Polizeiliches Datenchaos verharmlost rechte Straftaten

Im Hinblick auf rechtsextreme Gewalttaten scheint in Deutschland kaum einer den Überblick zu haben – auch nicht das Bundesinnenministerium. Viel schlimmer ist: das BKA schützt biedermännische Brandstifter sogar. Von Monika Lazar.

Gute Polizeiarbeit baut auf gutem Handwerkszeug auf. So soll die Erfassung der sogenannten „Politisch motivierten Kriminalität“ (PMK) die Polizei befähigen, ein genaues Lagebild zu erstellen, um zielgenau und (für Parlament und Öffentlichkeit) nachvollziehbar zu handeln.

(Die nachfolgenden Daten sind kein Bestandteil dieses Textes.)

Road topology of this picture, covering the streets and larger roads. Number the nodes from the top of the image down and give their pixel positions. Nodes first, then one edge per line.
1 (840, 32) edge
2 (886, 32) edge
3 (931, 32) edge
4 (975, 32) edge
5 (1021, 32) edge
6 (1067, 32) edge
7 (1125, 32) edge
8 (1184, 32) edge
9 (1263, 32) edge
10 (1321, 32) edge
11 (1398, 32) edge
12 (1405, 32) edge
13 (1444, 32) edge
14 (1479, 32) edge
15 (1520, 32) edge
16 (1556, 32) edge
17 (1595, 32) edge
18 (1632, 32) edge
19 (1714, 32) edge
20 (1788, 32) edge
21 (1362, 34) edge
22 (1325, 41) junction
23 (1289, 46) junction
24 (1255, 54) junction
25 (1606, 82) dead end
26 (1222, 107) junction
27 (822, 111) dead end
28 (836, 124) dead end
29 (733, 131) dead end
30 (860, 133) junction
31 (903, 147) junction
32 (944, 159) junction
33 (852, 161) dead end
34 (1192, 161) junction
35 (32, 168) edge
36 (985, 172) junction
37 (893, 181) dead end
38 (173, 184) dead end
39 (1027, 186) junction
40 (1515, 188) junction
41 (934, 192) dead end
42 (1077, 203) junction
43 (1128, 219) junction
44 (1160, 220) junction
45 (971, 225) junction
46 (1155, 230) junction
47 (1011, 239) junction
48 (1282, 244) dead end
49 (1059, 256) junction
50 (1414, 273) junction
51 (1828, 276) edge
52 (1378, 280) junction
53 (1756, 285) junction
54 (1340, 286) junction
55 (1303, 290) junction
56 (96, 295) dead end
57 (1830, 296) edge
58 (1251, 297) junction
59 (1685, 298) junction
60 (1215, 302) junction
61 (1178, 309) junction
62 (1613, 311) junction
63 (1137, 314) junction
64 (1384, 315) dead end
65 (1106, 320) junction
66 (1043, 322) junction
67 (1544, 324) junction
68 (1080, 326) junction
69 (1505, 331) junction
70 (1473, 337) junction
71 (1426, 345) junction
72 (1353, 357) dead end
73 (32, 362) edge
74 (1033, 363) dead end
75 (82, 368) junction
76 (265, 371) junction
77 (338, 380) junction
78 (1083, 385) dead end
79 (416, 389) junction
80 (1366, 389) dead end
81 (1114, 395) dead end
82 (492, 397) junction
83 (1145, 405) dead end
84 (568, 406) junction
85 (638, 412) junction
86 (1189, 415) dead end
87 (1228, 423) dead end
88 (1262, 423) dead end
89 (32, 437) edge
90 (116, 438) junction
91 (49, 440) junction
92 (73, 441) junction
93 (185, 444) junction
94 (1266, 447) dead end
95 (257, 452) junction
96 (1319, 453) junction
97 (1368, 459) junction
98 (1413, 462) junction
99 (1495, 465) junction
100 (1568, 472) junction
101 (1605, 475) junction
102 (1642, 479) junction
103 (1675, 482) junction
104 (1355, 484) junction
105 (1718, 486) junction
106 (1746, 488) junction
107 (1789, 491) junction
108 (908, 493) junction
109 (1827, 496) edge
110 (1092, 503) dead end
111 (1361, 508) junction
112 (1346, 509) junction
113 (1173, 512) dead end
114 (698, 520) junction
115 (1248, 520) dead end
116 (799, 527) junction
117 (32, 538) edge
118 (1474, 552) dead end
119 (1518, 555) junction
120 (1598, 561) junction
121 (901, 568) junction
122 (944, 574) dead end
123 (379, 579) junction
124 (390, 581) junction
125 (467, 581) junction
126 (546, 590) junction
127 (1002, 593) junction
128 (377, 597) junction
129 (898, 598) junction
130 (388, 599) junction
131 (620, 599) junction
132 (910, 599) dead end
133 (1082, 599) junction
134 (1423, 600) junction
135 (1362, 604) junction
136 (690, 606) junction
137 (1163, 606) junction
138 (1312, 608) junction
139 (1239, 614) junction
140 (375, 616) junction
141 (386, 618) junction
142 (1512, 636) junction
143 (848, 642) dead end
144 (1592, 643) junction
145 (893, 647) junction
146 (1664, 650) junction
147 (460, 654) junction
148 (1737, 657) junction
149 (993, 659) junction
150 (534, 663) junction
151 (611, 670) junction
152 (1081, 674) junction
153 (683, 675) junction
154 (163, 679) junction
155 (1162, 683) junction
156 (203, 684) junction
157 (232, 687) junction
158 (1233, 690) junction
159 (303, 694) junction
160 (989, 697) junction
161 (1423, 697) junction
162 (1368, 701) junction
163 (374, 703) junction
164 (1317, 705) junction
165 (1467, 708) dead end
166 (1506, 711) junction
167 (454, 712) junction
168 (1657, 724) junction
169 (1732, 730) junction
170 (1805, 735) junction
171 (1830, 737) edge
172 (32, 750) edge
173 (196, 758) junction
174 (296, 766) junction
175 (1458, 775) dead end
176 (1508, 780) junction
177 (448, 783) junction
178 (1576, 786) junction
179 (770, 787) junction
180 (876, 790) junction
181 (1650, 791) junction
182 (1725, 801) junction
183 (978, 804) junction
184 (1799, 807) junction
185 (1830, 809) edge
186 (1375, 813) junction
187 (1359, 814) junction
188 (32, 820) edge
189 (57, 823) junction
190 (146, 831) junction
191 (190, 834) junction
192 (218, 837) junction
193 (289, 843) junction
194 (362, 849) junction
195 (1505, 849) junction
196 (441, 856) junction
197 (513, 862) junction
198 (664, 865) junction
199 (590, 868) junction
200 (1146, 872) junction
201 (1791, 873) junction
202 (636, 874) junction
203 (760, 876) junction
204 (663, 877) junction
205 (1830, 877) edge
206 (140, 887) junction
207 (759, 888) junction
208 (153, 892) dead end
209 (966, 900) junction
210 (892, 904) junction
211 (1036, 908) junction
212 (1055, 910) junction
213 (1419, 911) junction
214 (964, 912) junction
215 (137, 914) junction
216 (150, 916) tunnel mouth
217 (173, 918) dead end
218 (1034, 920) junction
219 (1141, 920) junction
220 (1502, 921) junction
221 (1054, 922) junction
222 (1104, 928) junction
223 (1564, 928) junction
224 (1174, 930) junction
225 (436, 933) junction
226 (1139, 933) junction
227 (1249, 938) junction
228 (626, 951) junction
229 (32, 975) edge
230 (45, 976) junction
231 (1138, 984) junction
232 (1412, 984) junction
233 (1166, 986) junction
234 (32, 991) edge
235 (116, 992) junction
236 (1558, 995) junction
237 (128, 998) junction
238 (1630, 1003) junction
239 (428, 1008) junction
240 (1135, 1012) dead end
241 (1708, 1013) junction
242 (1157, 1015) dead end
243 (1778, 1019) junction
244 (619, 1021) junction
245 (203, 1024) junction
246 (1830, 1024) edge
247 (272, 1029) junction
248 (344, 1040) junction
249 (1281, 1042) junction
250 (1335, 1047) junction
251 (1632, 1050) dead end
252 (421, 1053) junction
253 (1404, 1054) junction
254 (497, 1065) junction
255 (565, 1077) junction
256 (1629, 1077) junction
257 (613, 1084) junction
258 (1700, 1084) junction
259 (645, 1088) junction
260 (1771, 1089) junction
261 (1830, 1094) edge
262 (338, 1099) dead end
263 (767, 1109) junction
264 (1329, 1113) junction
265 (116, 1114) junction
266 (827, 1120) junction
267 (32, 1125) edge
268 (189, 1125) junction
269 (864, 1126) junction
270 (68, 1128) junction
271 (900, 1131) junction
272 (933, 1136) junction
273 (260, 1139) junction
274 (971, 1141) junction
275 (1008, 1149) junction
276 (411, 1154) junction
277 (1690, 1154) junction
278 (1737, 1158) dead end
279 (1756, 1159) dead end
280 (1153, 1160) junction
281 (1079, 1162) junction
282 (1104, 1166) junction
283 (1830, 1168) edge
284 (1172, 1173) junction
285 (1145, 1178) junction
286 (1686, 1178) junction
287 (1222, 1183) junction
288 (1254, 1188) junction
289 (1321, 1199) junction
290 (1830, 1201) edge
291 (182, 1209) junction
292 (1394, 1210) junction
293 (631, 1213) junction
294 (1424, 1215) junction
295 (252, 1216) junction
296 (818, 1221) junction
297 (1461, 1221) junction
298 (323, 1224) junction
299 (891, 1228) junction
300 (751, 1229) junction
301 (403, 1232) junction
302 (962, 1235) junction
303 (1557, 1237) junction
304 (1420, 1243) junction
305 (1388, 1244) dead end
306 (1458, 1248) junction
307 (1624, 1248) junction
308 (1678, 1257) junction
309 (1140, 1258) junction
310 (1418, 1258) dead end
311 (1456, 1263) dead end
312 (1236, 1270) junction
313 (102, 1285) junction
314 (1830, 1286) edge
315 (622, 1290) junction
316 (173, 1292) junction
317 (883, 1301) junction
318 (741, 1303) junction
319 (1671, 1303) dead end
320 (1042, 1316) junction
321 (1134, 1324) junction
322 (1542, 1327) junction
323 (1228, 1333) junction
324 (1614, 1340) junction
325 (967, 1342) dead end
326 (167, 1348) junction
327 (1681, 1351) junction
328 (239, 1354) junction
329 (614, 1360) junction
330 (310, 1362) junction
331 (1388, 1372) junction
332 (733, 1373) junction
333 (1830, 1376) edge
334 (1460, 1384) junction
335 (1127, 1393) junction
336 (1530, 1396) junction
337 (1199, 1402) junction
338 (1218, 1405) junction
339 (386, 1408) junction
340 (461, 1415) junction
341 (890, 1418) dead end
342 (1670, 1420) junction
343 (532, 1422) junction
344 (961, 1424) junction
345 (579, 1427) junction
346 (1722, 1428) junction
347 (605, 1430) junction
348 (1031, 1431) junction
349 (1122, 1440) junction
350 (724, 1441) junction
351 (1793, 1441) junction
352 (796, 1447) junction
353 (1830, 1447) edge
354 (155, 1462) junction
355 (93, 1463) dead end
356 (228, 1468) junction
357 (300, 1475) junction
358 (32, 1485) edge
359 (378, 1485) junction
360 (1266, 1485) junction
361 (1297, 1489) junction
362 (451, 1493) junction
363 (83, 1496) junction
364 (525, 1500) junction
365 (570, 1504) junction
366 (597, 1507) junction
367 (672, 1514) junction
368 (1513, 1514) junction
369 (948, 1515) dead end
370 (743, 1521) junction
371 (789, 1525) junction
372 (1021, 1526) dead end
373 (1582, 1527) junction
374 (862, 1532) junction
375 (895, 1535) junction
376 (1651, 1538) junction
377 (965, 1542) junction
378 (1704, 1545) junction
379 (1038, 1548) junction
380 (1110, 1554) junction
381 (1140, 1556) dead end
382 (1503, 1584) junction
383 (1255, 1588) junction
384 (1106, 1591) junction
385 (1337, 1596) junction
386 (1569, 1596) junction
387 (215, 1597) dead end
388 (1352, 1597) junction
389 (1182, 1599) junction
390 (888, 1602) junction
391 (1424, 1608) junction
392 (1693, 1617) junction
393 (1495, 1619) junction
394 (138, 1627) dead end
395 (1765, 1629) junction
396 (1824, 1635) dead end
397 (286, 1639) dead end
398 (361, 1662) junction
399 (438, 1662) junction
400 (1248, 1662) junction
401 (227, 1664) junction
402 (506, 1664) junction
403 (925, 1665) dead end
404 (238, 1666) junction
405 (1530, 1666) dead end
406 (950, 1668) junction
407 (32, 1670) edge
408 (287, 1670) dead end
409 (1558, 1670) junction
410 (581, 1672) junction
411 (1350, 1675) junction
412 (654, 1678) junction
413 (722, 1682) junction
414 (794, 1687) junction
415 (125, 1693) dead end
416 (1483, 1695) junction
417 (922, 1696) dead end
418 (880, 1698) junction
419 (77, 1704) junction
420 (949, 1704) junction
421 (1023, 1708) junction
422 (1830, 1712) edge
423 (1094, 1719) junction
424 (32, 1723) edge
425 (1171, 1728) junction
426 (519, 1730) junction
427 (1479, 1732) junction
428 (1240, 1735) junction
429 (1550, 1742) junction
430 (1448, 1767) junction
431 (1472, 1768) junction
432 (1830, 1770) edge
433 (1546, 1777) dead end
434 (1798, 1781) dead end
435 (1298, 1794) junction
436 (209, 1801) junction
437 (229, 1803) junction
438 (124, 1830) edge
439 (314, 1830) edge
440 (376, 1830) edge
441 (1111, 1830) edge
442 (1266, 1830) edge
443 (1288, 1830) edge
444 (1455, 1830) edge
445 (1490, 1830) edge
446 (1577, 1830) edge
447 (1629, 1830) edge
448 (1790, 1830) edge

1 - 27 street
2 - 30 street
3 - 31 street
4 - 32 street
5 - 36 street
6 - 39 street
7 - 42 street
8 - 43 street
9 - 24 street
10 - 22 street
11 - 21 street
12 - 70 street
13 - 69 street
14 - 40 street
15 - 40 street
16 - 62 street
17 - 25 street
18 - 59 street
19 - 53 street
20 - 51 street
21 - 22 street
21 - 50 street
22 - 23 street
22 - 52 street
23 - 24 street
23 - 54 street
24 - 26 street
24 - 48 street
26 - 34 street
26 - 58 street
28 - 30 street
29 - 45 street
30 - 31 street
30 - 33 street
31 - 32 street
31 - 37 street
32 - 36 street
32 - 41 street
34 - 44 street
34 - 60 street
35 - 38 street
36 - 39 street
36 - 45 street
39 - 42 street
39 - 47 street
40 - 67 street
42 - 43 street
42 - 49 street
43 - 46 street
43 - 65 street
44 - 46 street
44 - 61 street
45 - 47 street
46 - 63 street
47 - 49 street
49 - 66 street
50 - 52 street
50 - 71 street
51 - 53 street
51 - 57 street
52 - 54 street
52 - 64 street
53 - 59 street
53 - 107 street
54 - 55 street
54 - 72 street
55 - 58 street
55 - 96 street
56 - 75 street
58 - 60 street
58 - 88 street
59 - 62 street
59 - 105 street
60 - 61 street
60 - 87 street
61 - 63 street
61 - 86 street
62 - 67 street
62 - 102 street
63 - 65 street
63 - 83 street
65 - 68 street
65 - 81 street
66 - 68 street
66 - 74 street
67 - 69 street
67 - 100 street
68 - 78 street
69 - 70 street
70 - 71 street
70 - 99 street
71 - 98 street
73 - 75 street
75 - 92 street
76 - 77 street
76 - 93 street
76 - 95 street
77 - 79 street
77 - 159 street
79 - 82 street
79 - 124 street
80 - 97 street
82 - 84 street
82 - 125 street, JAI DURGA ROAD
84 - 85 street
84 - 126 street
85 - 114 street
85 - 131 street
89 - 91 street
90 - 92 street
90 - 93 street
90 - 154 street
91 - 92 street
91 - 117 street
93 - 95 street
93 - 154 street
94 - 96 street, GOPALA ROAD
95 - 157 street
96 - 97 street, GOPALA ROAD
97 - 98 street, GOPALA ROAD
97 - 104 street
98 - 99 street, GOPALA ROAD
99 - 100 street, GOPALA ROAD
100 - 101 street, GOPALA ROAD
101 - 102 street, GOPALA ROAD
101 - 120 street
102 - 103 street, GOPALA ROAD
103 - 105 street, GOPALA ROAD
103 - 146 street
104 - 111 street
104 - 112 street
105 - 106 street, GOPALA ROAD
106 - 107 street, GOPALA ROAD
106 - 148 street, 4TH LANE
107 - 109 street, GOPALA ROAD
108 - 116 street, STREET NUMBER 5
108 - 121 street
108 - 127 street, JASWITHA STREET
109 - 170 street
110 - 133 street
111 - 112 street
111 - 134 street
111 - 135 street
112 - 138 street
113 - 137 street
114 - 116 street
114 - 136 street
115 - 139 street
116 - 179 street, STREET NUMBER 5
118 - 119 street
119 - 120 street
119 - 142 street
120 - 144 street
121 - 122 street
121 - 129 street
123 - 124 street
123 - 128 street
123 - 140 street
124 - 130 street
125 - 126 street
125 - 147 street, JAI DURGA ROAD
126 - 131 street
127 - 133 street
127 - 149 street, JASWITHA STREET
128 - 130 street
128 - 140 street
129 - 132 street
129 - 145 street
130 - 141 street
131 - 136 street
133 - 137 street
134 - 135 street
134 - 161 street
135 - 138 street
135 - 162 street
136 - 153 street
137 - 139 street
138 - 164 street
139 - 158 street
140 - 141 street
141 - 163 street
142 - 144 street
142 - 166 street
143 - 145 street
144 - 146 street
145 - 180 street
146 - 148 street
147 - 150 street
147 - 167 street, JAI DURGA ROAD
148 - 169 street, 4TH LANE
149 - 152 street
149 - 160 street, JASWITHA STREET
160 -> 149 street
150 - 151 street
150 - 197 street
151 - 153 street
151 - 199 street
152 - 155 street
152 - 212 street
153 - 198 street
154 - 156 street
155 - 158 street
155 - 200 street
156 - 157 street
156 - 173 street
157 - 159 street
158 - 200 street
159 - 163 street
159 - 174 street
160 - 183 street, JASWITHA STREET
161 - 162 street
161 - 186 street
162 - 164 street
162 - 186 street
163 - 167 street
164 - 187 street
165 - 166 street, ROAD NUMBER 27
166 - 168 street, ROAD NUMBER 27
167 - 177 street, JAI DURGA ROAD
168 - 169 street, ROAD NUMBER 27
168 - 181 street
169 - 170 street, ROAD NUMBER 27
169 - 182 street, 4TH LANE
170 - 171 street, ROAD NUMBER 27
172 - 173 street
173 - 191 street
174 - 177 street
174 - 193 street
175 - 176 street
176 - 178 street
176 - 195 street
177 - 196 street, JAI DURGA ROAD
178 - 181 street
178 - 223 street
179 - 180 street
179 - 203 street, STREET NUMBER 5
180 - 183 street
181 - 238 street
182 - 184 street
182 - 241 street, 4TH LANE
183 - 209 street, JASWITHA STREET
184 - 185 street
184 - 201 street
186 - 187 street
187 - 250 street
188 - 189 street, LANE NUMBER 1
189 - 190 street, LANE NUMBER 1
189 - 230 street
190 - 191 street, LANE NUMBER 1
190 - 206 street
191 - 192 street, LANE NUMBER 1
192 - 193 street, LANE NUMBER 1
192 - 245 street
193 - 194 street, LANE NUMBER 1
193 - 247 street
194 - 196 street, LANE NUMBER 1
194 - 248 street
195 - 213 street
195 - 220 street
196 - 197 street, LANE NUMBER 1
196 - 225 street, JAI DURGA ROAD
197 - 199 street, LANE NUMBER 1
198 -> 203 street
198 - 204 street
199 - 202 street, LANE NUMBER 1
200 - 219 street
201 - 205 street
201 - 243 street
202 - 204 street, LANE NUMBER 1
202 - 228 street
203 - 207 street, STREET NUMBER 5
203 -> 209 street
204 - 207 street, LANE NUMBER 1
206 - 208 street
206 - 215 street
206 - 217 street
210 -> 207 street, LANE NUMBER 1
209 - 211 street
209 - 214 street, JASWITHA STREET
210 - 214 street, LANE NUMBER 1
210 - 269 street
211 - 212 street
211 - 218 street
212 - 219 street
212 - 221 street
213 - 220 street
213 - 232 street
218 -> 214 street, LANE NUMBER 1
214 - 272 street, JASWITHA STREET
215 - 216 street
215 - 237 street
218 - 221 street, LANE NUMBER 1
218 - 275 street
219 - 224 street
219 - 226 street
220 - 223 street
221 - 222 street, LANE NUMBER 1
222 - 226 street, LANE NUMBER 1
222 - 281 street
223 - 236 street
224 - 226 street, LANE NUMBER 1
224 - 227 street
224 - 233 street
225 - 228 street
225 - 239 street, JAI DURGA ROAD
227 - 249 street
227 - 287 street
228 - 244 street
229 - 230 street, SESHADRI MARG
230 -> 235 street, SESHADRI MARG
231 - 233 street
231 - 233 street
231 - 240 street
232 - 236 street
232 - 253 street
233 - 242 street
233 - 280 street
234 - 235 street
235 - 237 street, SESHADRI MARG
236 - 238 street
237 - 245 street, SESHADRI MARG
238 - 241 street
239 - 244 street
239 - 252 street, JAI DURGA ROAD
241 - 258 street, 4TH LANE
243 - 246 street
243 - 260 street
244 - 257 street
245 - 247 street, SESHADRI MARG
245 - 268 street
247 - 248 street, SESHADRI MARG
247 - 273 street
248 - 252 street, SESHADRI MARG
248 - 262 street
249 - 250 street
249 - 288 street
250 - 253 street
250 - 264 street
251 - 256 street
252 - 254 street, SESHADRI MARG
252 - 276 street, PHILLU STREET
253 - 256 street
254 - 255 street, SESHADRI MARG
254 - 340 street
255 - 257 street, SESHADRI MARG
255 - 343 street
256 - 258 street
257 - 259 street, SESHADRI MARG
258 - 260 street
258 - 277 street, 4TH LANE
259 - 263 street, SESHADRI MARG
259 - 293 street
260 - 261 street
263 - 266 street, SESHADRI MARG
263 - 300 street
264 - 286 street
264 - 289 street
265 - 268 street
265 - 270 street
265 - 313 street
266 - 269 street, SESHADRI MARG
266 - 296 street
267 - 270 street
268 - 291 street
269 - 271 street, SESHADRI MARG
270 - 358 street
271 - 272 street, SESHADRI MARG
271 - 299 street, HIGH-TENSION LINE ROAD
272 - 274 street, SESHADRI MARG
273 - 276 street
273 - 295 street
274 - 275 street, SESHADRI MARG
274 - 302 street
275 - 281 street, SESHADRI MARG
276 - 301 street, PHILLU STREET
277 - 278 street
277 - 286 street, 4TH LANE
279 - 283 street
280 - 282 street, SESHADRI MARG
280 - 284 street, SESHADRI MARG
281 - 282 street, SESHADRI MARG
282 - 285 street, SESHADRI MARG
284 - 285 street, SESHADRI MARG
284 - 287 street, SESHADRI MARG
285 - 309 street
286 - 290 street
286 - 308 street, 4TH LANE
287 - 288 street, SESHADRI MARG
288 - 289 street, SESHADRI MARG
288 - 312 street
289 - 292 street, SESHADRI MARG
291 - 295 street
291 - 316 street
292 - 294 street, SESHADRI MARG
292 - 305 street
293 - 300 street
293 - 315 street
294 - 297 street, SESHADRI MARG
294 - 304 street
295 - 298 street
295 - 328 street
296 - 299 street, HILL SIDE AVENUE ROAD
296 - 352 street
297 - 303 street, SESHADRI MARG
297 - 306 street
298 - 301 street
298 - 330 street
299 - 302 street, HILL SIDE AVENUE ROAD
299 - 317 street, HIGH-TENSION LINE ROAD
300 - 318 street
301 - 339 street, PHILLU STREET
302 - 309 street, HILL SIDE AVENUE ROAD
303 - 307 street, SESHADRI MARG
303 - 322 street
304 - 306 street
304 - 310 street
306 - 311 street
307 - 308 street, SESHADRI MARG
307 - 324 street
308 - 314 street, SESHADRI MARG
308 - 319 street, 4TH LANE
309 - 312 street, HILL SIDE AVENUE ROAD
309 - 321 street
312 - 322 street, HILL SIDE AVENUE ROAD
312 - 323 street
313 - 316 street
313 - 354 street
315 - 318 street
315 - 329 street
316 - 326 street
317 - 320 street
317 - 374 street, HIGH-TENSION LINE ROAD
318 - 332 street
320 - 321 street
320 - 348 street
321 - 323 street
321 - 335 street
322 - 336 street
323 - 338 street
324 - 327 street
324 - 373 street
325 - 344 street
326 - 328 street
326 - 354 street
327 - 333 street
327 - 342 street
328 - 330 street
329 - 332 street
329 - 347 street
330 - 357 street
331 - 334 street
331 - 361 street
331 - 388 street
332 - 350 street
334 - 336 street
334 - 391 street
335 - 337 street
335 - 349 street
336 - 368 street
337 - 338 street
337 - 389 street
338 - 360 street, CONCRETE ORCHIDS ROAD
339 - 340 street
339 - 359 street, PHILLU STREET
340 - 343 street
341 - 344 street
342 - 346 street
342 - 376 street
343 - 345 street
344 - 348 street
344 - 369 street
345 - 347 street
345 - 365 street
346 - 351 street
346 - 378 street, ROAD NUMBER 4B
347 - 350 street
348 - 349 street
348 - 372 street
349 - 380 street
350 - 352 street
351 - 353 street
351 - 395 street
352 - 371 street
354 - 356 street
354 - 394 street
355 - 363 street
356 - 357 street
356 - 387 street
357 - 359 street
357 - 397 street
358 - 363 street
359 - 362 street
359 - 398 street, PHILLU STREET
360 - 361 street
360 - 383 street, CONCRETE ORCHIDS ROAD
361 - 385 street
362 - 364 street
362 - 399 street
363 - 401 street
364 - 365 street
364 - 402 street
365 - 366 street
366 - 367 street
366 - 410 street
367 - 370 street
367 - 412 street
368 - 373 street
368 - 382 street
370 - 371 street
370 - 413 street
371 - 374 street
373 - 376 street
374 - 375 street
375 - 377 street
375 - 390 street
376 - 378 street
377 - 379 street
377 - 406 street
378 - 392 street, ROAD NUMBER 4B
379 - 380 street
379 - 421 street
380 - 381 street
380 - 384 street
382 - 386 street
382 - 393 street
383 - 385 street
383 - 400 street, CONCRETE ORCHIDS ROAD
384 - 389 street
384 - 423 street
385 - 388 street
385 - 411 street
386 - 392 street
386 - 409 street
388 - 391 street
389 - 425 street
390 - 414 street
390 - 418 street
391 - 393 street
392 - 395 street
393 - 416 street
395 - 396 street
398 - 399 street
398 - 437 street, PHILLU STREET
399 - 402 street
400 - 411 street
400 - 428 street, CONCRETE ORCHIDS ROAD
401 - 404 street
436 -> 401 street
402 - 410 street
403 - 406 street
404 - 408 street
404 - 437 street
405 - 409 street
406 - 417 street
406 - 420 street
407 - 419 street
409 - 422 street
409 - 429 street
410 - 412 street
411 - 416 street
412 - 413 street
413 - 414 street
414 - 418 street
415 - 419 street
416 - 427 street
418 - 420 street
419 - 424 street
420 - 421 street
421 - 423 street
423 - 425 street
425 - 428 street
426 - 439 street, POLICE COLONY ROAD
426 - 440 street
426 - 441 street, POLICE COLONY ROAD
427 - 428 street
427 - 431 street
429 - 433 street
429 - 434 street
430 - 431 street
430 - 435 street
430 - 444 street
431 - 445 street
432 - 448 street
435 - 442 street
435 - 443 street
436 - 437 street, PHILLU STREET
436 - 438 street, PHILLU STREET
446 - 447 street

Dass es hier auf Seiten der Polizei gravierende Mängel gibt, das hielt der 1. Parlamentarische Untersuchungsausschuss NSU des Deutschen Bundestages in seinem Abschlussbericht fest. Danach war die polizeiliche Analyse rechtsextremer Gewalt jahrzehntelang „fehlerhaft, das Lagebild dadurch unzutreffend“- mit den bekannten Folgen (siehe Beschlussempfehlung und Bericht, S. 861).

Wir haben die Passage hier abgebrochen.